Как вдруг может стать понятен забытый Гоголь – не по памяти, а по чувству. Душно-душно-мне! В этом все дело. Мы страдаем из-за постоянного развития неодушевленного мира на фоне полнейшей законченности человека. Ну, что дает прогресс – только страх, что все – не так. Мы ограничены, ограничены безусловно. Новое в человеке? Что же в нем новенького? Гомосексуализм, наркотики, толерантность вместо шовинизма? Нет, в других интерьерах и терминах – все было. Ощущения исчерпаемы – от никакого через еле ощутимое и слабое до сильного и потрясающего все существо. Все, больше ничего. Мы – конечны. Двадцать аминокислот, четыре азотистых основания, обеспечивающие разнообразие живого. Конечное число нейронов. Что в них ни напихай. Поэтому человеку всегда чужд прогресс, и он еще хуже становится, прогуливаясь все с тем же хером среди достижений науки и техники, или испортив воздух, сидя за компьютером, а не у костра. Откуда мы взяли, что, полетев на Марс, мы станем другими? Мы так же будем бояться, злиться, чесаться, опухать и, главное, – всегда ждать, при любом действии и событии мы будем первобытно ждать, – когда же это все кончится? Когда кончится наваждение и все станет просто. Мы приняли неизвестность за бесконечность – математики попутали, жиды обманули.

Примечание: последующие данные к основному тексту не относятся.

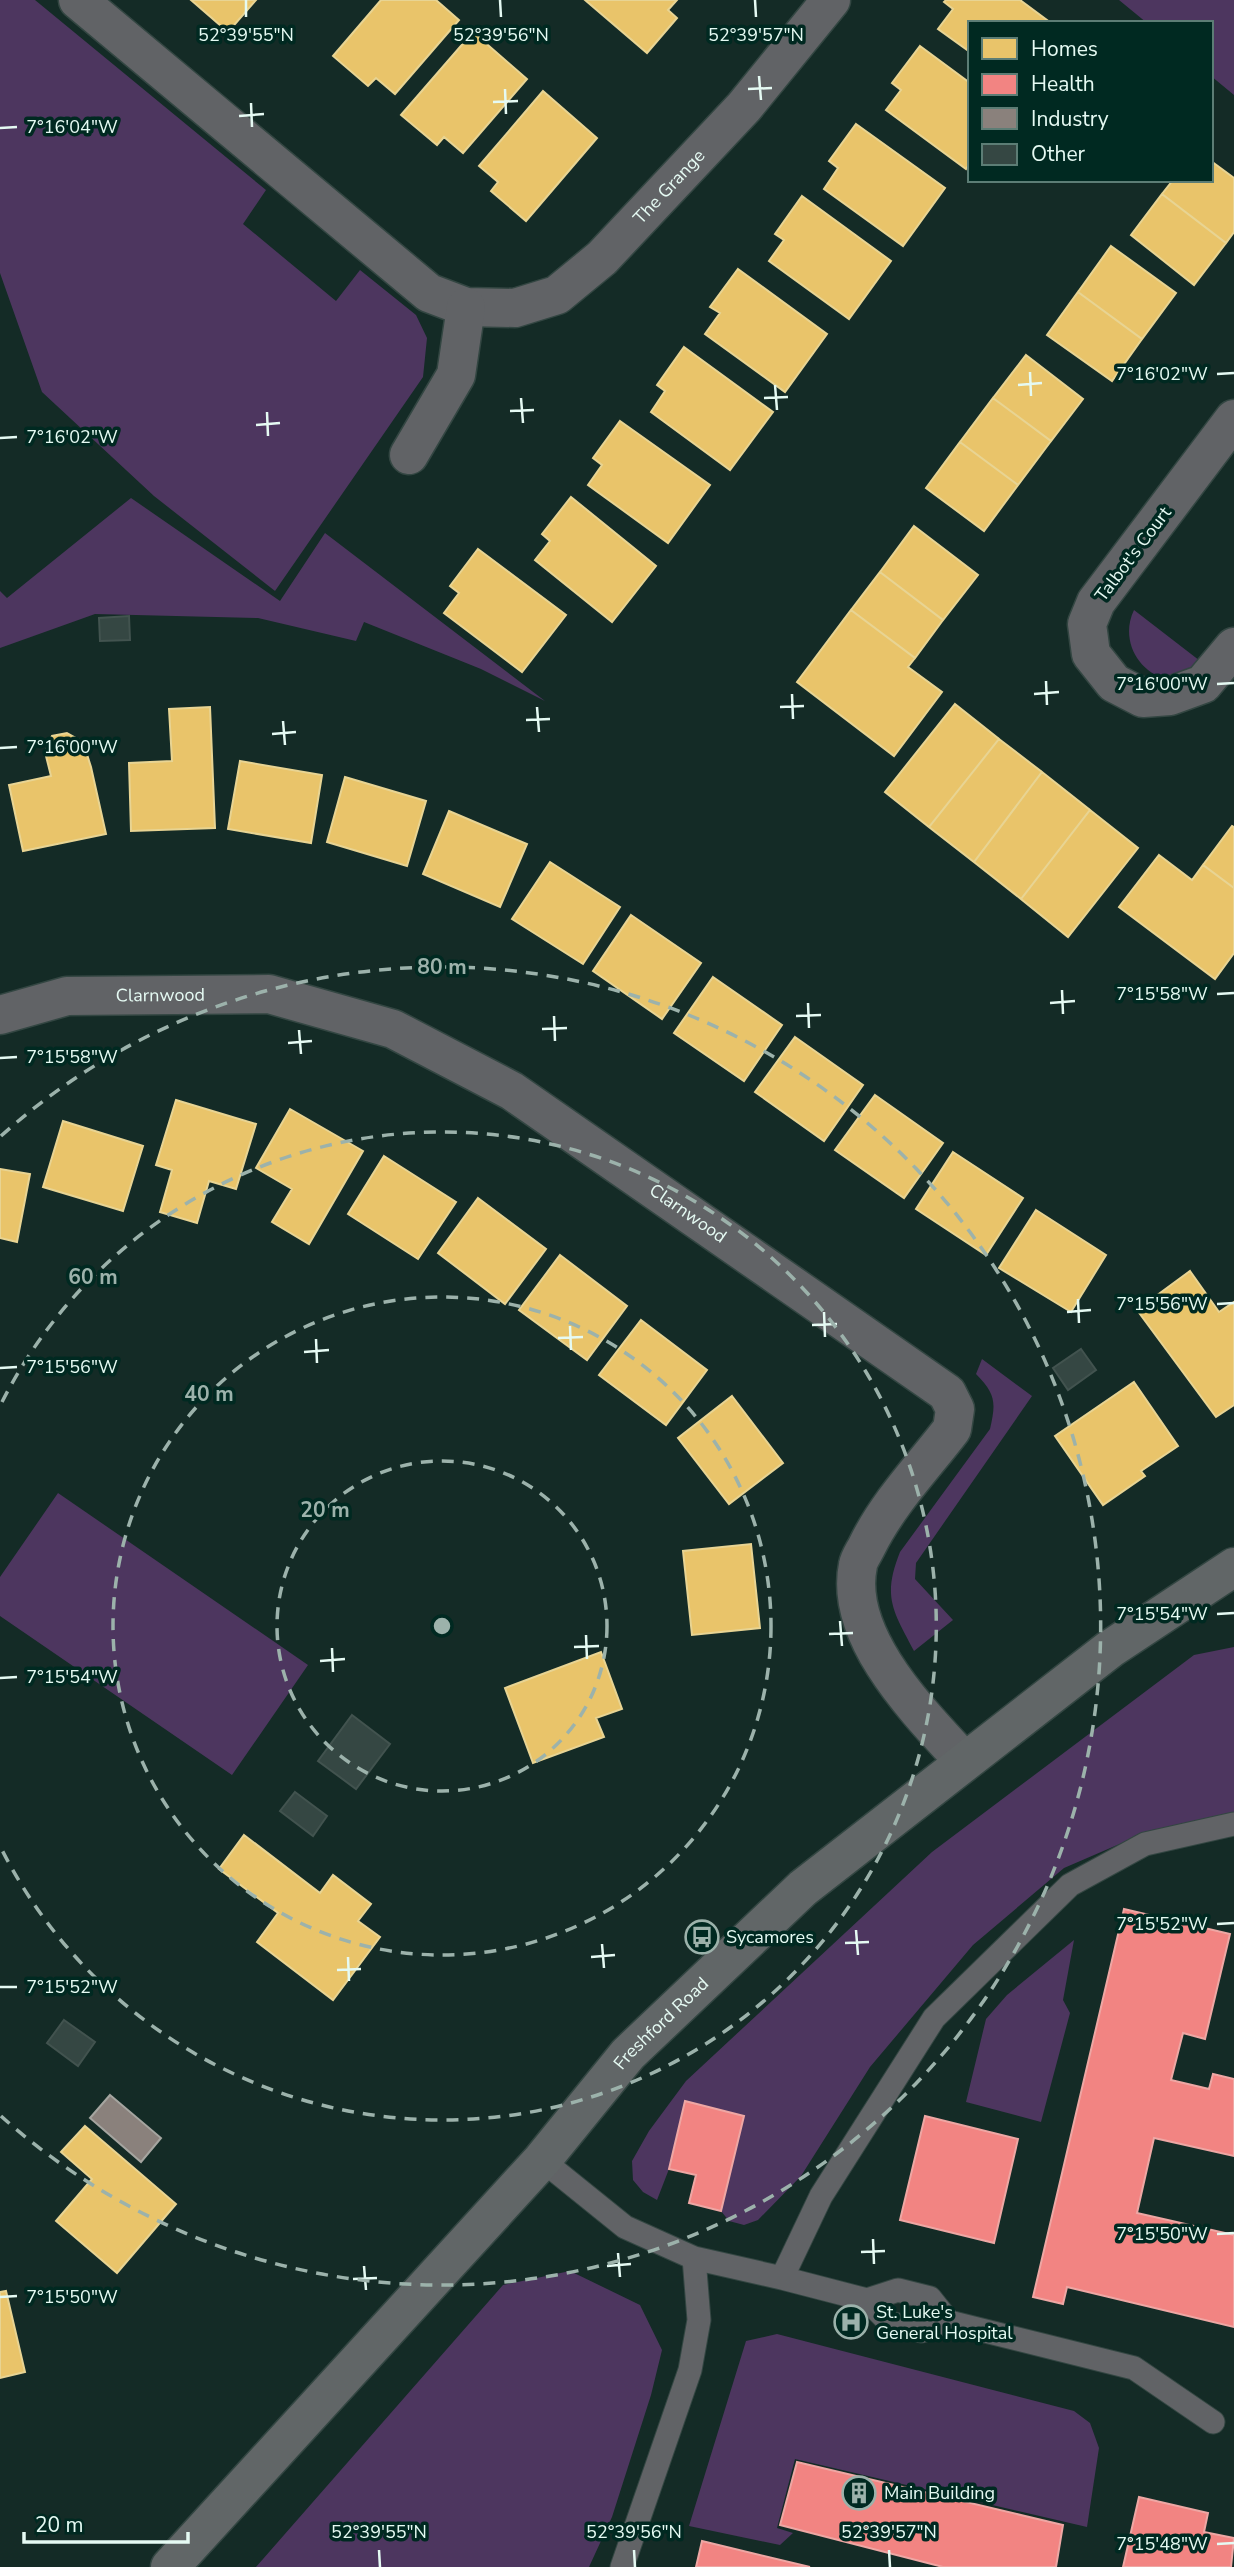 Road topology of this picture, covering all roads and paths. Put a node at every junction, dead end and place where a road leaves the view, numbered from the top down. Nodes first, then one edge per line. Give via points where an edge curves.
1 (78, 0) edge
2 (831, 0) edge
3 (466, 307) junction
4 (1234, 419) edge
5 (409, 455) dead end
6 (1234, 647) edge
7 (0, 1015) edge
8 (1234, 1567) edge
9 (964, 1762) junction
10 (1234, 1824) edge
11 (541, 2160) junction
12 (694, 2258) junction
13 (782, 2277) junction
14 (867, 2300) junction
15 (949, 2322) junction
16 (1213, 2422) dead end
17 (170, 2567) edge
18 (622, 2567) edge

1 - 3 street, The Grange via 429,293
2 - 3 street, The Grange via 744,107 602,258 557,295 515,309
3 - 5 street via 456,374
4 - 6 street, Talbot's Court via 1096,602 1087,624 1091,654 1114,683 1143,698 1170,696 1203,684
7 - 9 street, Clarnwood via 67,996 269,994 393,1029 512,1091 947,1393 956,1409 952,1429 878,1524 858,1564 857,1600 867,1633 901,1692
8 - 9 main road, Freshford Road via 1110,1650
9 - 11 main road, Freshford Road via 803,1888 628,2054
10 - 13 lane via 1145,1844 1070,1885 934,2018 821,2196
11 - 12 lane via 625,2227
11 - 17 main road, Freshford Road
12 - 13 lane
12 - 18 lane via 699,2320 690,2370
13 - 14 lane
14 - 15 lane via 890,2323 922,2331
14 - 15 lane via 898,2290 930,2298
15 - 16 lane via 1134,2368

И одинаково страшно, когда просто во мраке не знаешь, куда ставишь ногу, или центральный компьютер накрылся и гиродин остановился, и батареи потеряли Солнце. Вера – это уловка, приручение неизвестности, тоже, кстати, в силу ограниченности наших параметров, – единственная возможность преодоления Страха перед Неизвестностью.

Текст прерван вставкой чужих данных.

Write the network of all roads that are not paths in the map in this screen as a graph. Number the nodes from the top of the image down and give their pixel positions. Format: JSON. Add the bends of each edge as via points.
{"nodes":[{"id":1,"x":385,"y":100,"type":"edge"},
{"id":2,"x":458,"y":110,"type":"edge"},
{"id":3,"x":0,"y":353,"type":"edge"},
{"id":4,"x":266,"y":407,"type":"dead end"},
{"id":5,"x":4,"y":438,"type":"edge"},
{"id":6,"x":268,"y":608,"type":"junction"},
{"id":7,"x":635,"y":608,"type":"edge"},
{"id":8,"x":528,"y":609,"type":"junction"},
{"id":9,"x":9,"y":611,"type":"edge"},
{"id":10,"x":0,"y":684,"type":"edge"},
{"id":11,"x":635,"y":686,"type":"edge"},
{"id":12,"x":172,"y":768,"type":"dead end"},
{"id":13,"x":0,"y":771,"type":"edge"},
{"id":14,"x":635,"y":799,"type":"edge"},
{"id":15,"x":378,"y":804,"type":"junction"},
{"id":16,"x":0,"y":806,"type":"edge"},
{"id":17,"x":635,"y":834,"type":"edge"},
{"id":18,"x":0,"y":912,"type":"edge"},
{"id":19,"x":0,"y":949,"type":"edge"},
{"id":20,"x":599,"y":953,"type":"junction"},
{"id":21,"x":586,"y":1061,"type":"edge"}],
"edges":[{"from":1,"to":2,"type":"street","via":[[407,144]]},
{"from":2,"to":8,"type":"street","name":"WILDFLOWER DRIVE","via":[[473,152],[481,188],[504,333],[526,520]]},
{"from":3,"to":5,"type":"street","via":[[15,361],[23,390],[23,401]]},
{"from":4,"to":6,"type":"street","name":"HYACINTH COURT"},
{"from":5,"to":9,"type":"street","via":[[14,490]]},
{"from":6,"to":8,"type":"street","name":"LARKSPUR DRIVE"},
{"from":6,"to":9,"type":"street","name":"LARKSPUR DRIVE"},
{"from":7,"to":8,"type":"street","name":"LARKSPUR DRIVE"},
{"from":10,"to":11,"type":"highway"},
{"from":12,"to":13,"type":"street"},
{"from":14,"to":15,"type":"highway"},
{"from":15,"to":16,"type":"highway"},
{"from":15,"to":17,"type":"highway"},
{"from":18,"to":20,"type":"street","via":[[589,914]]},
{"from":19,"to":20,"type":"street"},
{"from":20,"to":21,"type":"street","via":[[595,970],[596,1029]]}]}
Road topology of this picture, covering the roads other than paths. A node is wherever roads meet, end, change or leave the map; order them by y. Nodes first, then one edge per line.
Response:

Вырваться некуда. Ввысь? Там все завалено – космическая помойка. Куда убыть? Вглубь себя? Но там мы упремся в свои ограниченные возможности. И только недолговечность нашей жизни и оскудение в конце, если она окажется длинной, мешают «объять необъятное». Только недолговечность, только смертность и тупость делают этот мир таинственным.

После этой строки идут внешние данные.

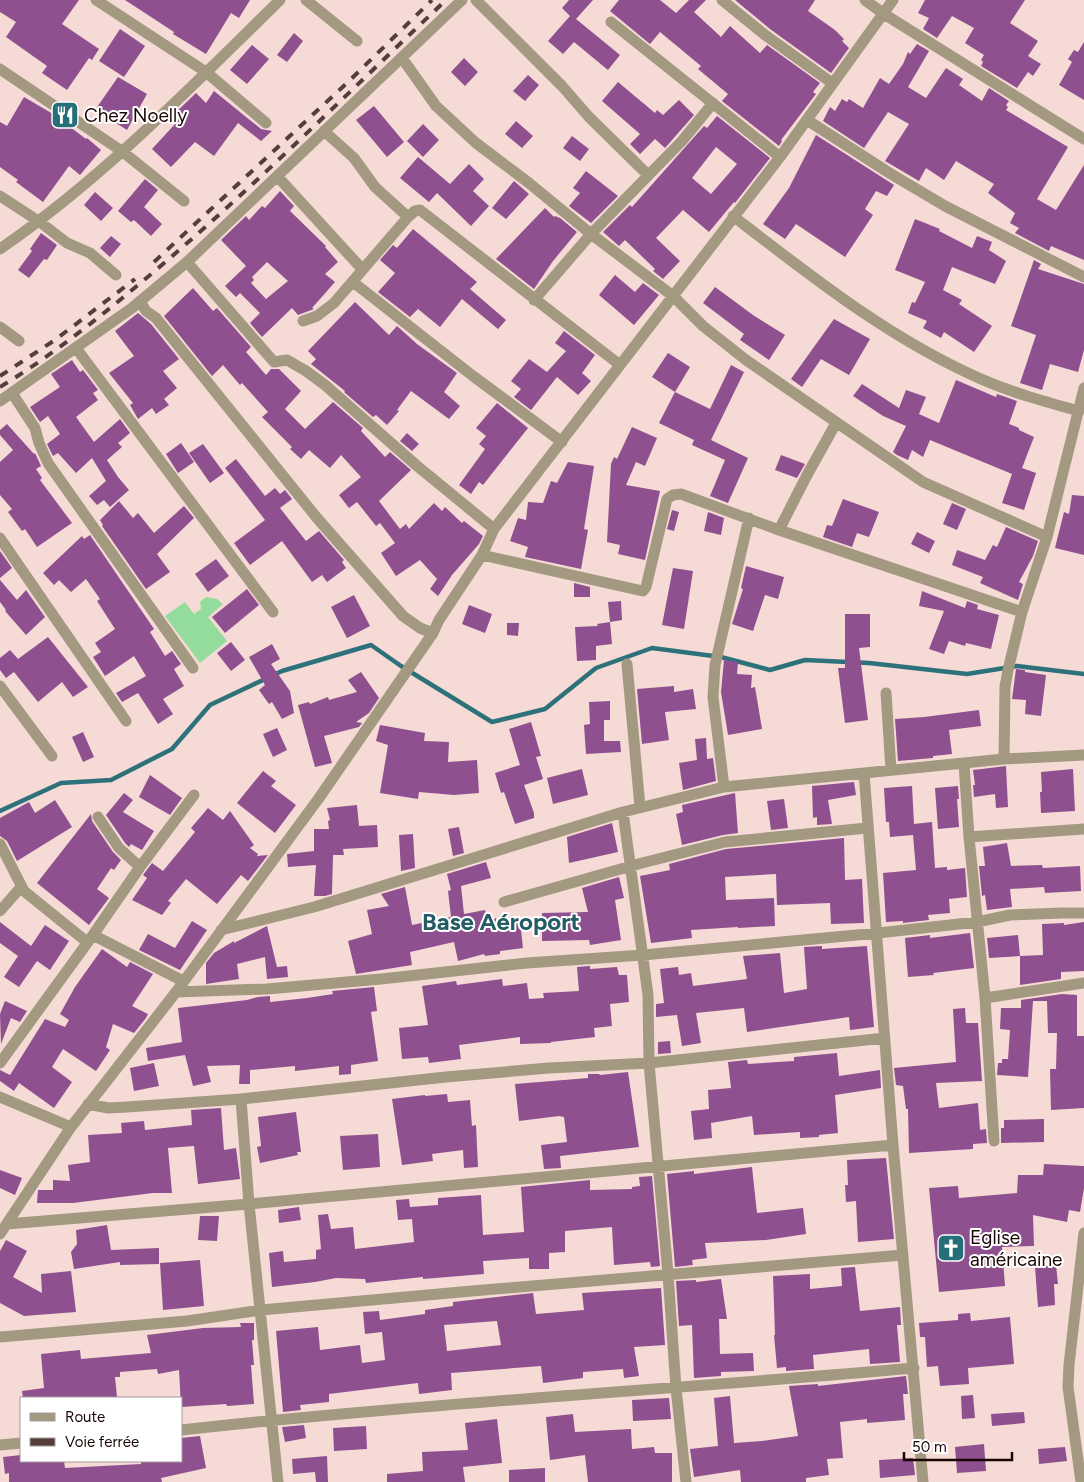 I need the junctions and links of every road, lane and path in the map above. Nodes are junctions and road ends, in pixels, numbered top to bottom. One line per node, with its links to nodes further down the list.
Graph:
1 (96, 0): 14 (street)
2 (280, 0): 14 (street)
3 (306, 0): 11 (street)
4 (462, 0): 12 (street)
5 (476, 0): 23 (street)
6 (722, 0): 15 (street)
7 (865, 0): 9 (street)
8 (893, 0): 9 (street)
9 (884, 14): 15 (street); 20 (street)
10 (611, 22): 16 (street)
11 (357, 41)
12 (402, 58): 19 (street); 30 (street)
13 (0, 69): 21 (street)
14 (206, 72): 18 (street); 21 (street)
15 (832, 83): 17 (street)
16 (713, 104): 22 (street); 23 (street)
17 (807, 120): 22 (street); 35 (street)
18 (266, 122)
19 (324, 131): 24 (street); 28 (street)
20 (1084, 139)
21 (123, 152): 26 (street); 29 (street)
22 (780, 157): 27 (street)
23 (648, 175): 30 (street)
24 (277, 176): 32 (street); 33 (street)
25 (0, 196): 29 (street)
26 (184, 201)
27 (733, 216): 37 (street); 48 (street)
28 (408, 218): 33 (street); 38 (street)
29 (40, 222): 31 (street); 34 (street)
30 (591, 234): 37 (street); 38 (street)
31 (0, 249)
32 (188, 262): 39 (street); 52 (street)
33 (362, 269): 36 (street)
34 (116, 275)
35 (1084, 277)
36 (353, 282): 40 (street); 50 (street)
37 (673, 296): 44 (street); 49 (street)
38 (534, 300): 44 (street)
39 (140, 301): 43 (street); 59 (street)
40 (304, 321)
41 (0, 327): 42 (street)
42 (18, 341)
43 (76, 348): 46 (street); 57 (street)
44 (620, 366): 50 (street)
45 (1084, 388): 48 (street)
46 (12, 393): 47 (street); 61 (street)
47 (0, 401)
48 (1079, 411): 54 (street)
49 (836, 423): 53 (street); 54 (street)
50 (562, 442): 52 (street)
51 (748, 518): 53 (street); 56 (street); 71 (street)
52 (494, 530): 56 (street)
53 (779, 530): 58 (street)
54 (1047, 537): 58 (street)
55 (0, 538): 64 (street)
56 (482, 555): 59 (street)
57 (273, 612)
58 (1022, 612): 67 (street)
59 (432, 633): 87 (street)
60 (627, 664): 73 (street)
61 (193, 668)
62 (0, 686): 66 (street)
63 (886, 693): 69 (street)
64 (126, 721)
65 (1084, 755): 67 (street)
66 (52, 756)
67 (1004, 759): 68 (street)
68 (964, 764): 69 (street); 78 (street)
69 (891, 770): 70 (street)
70 (864, 773): 71 (street); 76 (street)
71 (724, 786): 73 (street)
72 (194, 795): 81 (street)
73 (640, 807): 74 (street)
74 (623, 812): 80 (street); 87 (street)
75 (98, 817): 81 (street)
76 (868, 828): 80 (street); 88 (street)
77 (1084, 829): 78 (street)
78 (969, 837): 86 (street)
79 (0, 844): 82 (street)
80 (631, 866): 83 (street); 90 (street)
81 (140, 867): 89 (street)
82 (21, 887): 84 (street); 89 (street)
83 (504, 902)
84 (0, 911)
85 (1084, 913): 86 (street)
86 (977, 922): 88 (street); 94 (street)
87 (221, 930): 91 (street)
88 (878, 933): 90 (street); 95 (street)
89 (90, 939): 91 (street); 97 (street)
90 (643, 955): 93 (street); 96 (street)
91 (183, 981): 93 (street)
92 (1084, 983): 94 (street)
93 (176, 992): 100 (street)
94 (985, 998): 102 (street)
95 (886, 1038): 96 (street); 103 (street)
96 (649, 1063): 99 (street); 104 (street)
97 (0, 1064)
98 (0, 1097): 101 (street)
99 (240, 1099): 100 (street); 105 (street)
100 (88, 1104): 101 (street)
101 (71, 1128): 106 (street)
102 (994, 1141)
103 (893, 1145): 104 (street); 109 (street)
104 (658, 1166): 105 (street); 110 (street)
105 (250, 1204): 106 (street); 111 (street)
106 (7, 1224): 108 (street)
107 (1084, 1233): 122 (street)
108 (0, 1234)
109 (903, 1255): 110 (street); 113 (street)
110 (668, 1274): 111 (street); 114 (street)
111 (261, 1310): 112 (street); 115 (street)
112 (0, 1337)
113 (914, 1368): 114 (street); 121 (street)
114 (676, 1388): 115 (street); 120 (street)
115 (272, 1420): 116 (street); 119 (street)
116 (182, 1430)
117 (20, 1443): 118 (street)
118 (0, 1445)
119 (278, 1482)
120 (686, 1482)
121 (923, 1482)
122 (1081, 1482)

Может быть, лучшие умы, продвиженцы духа, религиозные философы, священные тексты – помогут? Но они все – о том же, только на утраченном языке.

Что делать?

Представьте себе, что происходит нечто и не заметить уже поздно, невозможно, стыдно. Что делать? Что никто не виноват и все виноваты – уже как бы давно усвоено. Но это куриное всполошение, этот искренний короткий всплеск, что что-то надо делать – принять участие, помочь, короче, ринуться, – это чувство неизменно возникает. И что же? За исключением тех случаев, когда вы успеваете не задавить, удержать от прыжка с моста, даже, если повезет, вытащить утопающего, – очень мало найдется возможностей поучаствовать кратковременно. Ну, там, благодарность до гроба самому себе – не в счет. А так ведь даже подобранный котенок, если и дальше думать о его благополучии, а не всучить кому попало, будет жить лет 15, даст бог, будет болеть, выпадать, пропадать, кушать, писать, какать, а то еще будет не писать, или не какать, или не там, будет облезать и страдать, если у вас нет для него дачи на лето, и т.д. и т.п. Я уж не говорю, какие непосильные проблемы влечет за собой бесшабашное, а часто и тщеславное решение поучаствовать в жизни нуждающегося в помощи человека.